La sinistra “tassa e spendi” contro la flat tax

Partiamo dal principio che in Italia solo grazie al centrosinistra, ai comunisti, ai cattocomunisti, il fisco è diventato ossessivo, complicato, soffocante e persecutorio. La patologica considerazione del benessere e della ricchezza, nella matrice radical chic e cattocomunista, ha portato infatti non solo a tormentare l’intrapresa, ma a considerare nemiche tutte le fonti di guadagno e di reddito. Come se non bastasse nell’altrettanto patologica concezione dello Stato e della spesa pubblica del centrosinistra postcomunista, si è resa indispensabile l’applicazione del “tassa e spendi” per coprire sperperi, buchi, assunzioni clientelari, dissipazioni e statalismo inutile.

Il combinato disposto di queste due ipocrisie e devianze economiche rispetto al buon senso, ha condotto l’Italia a essere contemporaneamente fra i Paesi con le tasse più alte, complicate, vessatorie e con il debito pubblico fuori controllo. Dunque, a proposito di flat tax è proprio da qui che bisogna partire e cioè da quale effetto potrà avere una semplificazione tanto grande in un Paese da decenni ossessionato, esasperato dalla pressione, persecuzione e complicazione fiscale.

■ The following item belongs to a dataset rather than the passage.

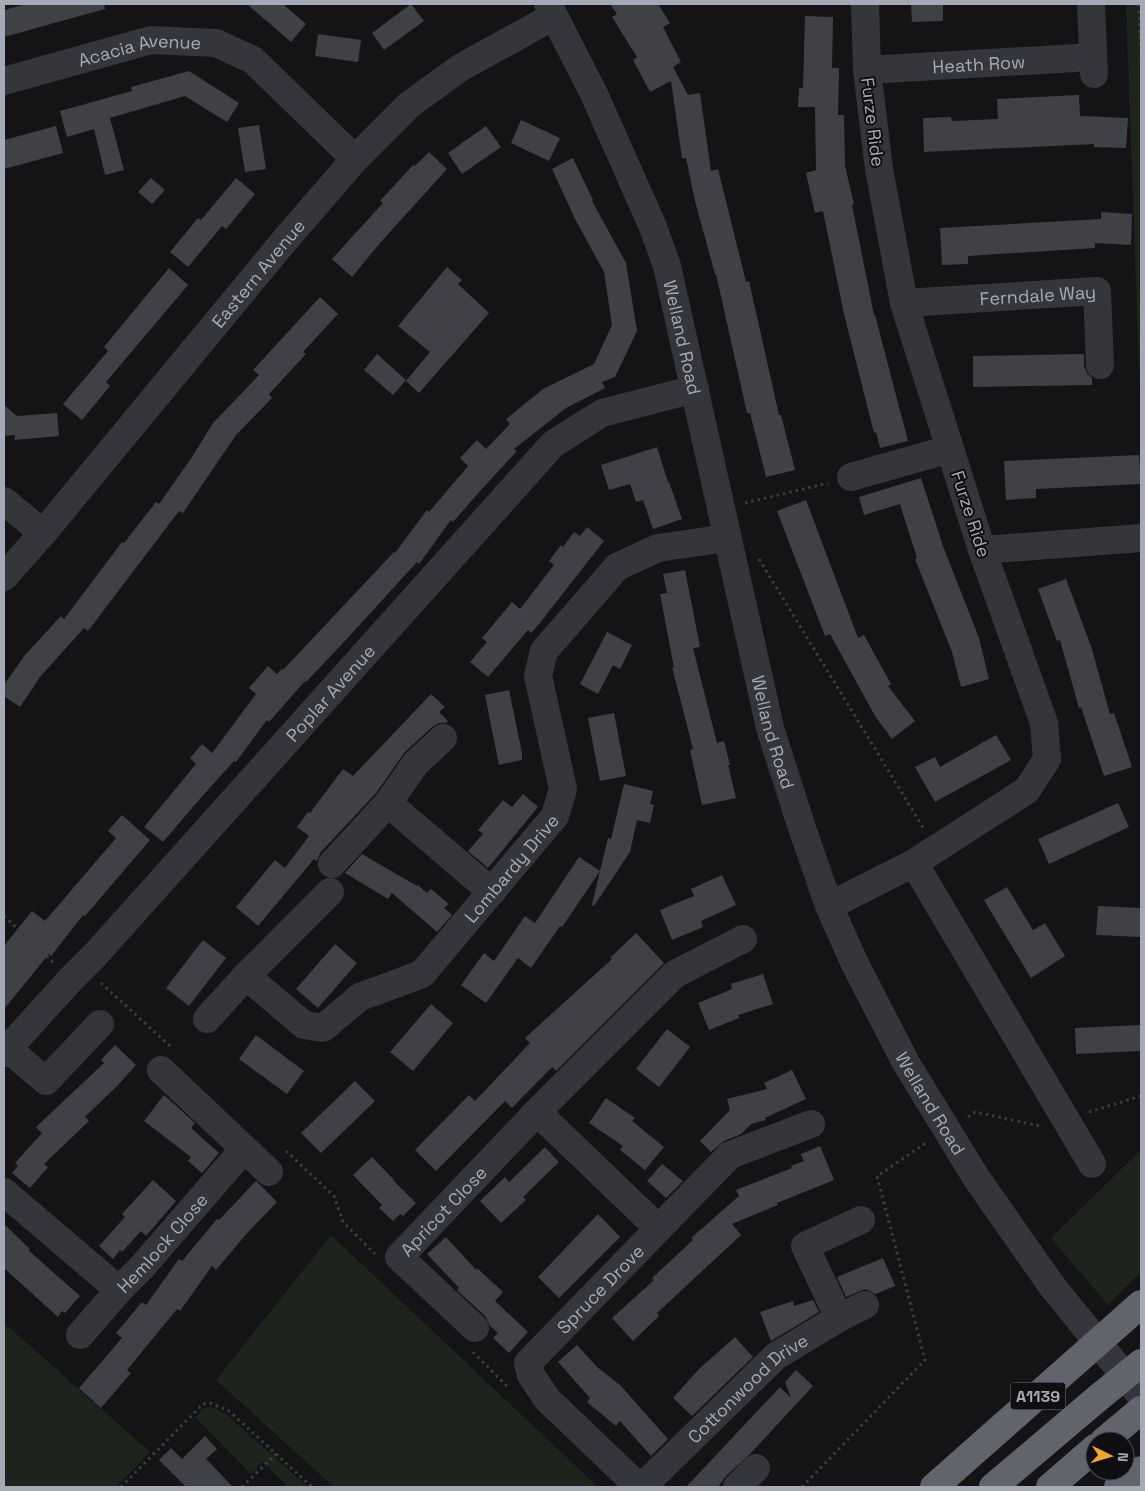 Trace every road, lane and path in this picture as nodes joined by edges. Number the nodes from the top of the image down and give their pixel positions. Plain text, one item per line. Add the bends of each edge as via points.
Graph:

Perché da noi il vero punto di svolta e di domanda insieme, non può essere solo quello delle coperture, comunque ineluttabile e costituzionalmente obbligatorie. In Italia e qui sta tutta l’ipocrisia dei postcomunisti e cattocomunisti, l’introduzione di una riforma fiscale rivoluzionaria del tipo flat tax, può avere rispetto alle follie di sempre, lo stesso effetto della penicillina sulle infezioni quando fu scoperta, salvifico e rigenerante. Ecco perché viene da ridere quando il centrosinistra pur di attaccare la flat tax porta esempi e dati di Paesi che non hanno minimamente a che fare con il nostro contesto storico in tema  di tasse.

Il fisco da noi, grazie alla deformazione ideologica cattocomunista, ha sempre considerato i contribuenti un limone da spremere, un nemico da combattere, una collettività da esasperare.

Insomma non solo nel nostro Paese fra amministrazione e cittadini si è creata un’atmosfera da guerra permanente, ma i governi, specialmente a sinistra, hanno usato le entrate nel modo peggiore.

Il rapporto fra fisco e cittadini prima che sul portafoglio si basa sulla testa, sul rispetto reciproco, sul concetto di equità, sulla cultura della cosa pubblica. Bene, anzi male, in Italia tutto ciò non è mai esistito, anzi si è fatto strame della reciprocità, dei diritti del contribuente e della semplificazione di calcolo. Addirittura si sono fatte leggi a favore del fisco che consentono azioni uniche al mondo per sopruso e arroganza fiscale, insomma il cittadino verso il fisco è stato sostanzialmente privato di troppi diritti di difesa elementari. Da noi per combattere l’evasione che certo va sconfitta e contrastata puntigliosamente, si è ricorsi a strumenti esasperanti, talvolta improvvidi al punto da generare veri e propri drammi personali. Ecco perché la questione fiscale oramai può risolversi solo con una grande, grandissima pacificazione collettiva e con una semplificazione rivoluzionaria che cancelli ogni ricordo precedente. La flat tax può riuscirci, può offrire quello stimolo alla collaborazione, quella partecipazione convinta al salvadanaio comune, alla redistribuzione, al sostegno dei meno strutturati oltreché una spinta straordinaria ai consumi, alla produzione, agli investimenti. Per farla breve non ci sfuggono i limiti di una scommessa simile e l’ipotesi che inizialmente possano esserci flessioni nelle entrate, ma non sfugge nemmeno che in decenni tutti gli altri provvedimenti abbiano solo creato fallimenti e un clima da rivolta sociale.

La produzione della ricchezza, del benessere economico, dei fattori di sviluppo e di crescita, vanno stimolati e sostenuti così come tassati in modo equo, semplice e collaborativo, solo così può tornare la partecipazione vera al benessere collettivo legato alle entrate fiscali. Il centrodestra con la flat tax vuole provarci, il centrosinistra dice no a prescindere e con ipocrisia preferisce lo status quo, il quattro marzo gli italiani potranno dire la loro.